Take the example of a remodeling contractor who is generating $70,000 in EBITDA on sales of $100,000 and sets the goal of selling her business for a profit of at least $500,000 within five years. Research shows similar businesses are selling for 1.5 times gross sales and five times EBITDA, which means she will have to grow sales more than threefold and EBITDA more than sevenfold in five years to align her marketing plan and meet her goal.
Below are five steps you as a business owner or contractor can take to align your marketing plan by working backward from your financial goals.
Identify your revenue gap. In the example above, the contractor would have to grow revenue by $233,000 in five years to reach his goal. That equates to a compound annual growth rate of 27.2 percent, which means the owner would have to increase sales from $ 27,200 to $ 127,000 in the first year, within a five-year plan.
Calculate the number of sales needed to fill the gap. Divide the revenue gap by the value of an average sale to determine how many additional sales are needed to fill the sales gap in the first year to align your marketing plan. Let’s assume the contractor’s average sale is $5,500. He or she would have to generate five additional sales in year one to close the gap.
Determine conversion rates. Here is where you need to get down in the marketing weeds to calculate how many leads turn into sales for each of your marketing channels. These statistics are easy to get for digital marketing channels such as email, your website, and keyword advertising, but if you do significant print, radio, and television advertising, ask your account reps how they can help you track leads and conversions from those ads.
Determine how many new leads you need to align your marketing plan
Create a channel marketing budget. With this information in hand, you need to decide the best way to increase leads in each marketing channel. For word-of-mouth, you might want to begin offering rewards to customers who refer leads that close within 30 days. The reward can take the form of a gift card or credit and may be a deductible marketing expense. To increase leads from your online marketing channels, you will need to determine conversion rates for each and adjust your tactics and/or spending accordingly to reach your goals.

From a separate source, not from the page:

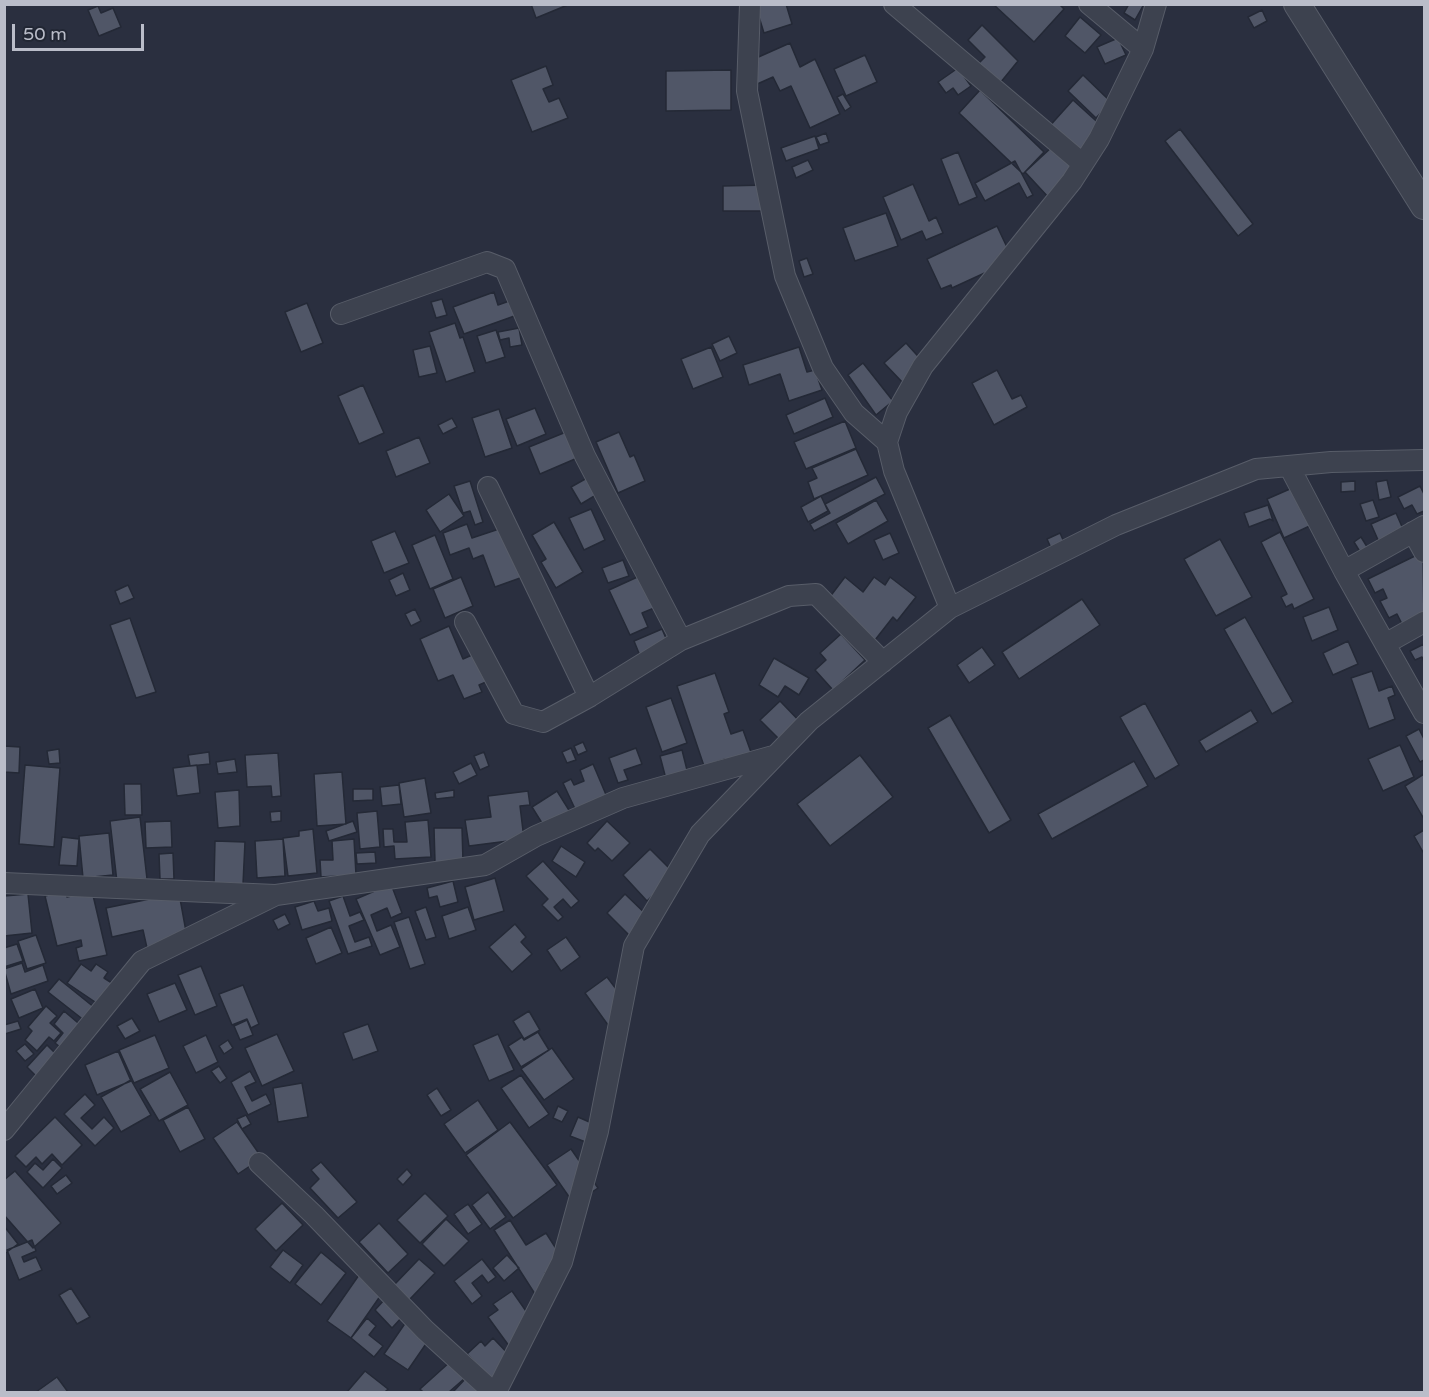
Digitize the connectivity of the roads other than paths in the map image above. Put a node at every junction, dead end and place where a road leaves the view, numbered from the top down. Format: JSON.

Be mindful that in our scenario, the contractor will need to grow EBITDA more than twice as fast as sales to meet his or her five-year financial goal. To achieve this, he or she could adopt several strategies, each with ramifications, for the marketing plans. For instance:
- Rebrand: The contractor might opt to distinguish his or her company from the competition by rebranding as a premium provider of value-added services. This could include services he or she already offers, such as daily job site cleaning and a six-month warranty on labor, as well as new services, such as 72-hour turnarounds on estimates, a la carte fixed pricing for design services, guaranteed completion times, etc.
- Enter more profitable markets: Enter new, more profitable markets, such as luxury home remodels, energy-efficient homes, commercial work, etc.
- Reduce costs: Commit to reviewing customer acquisition costs for every marketing channel on an annual or even quarterly basis. Knowing the average cost of acquiring a customer in each channel will help you eliminate wasteful spending and maximize return on investment.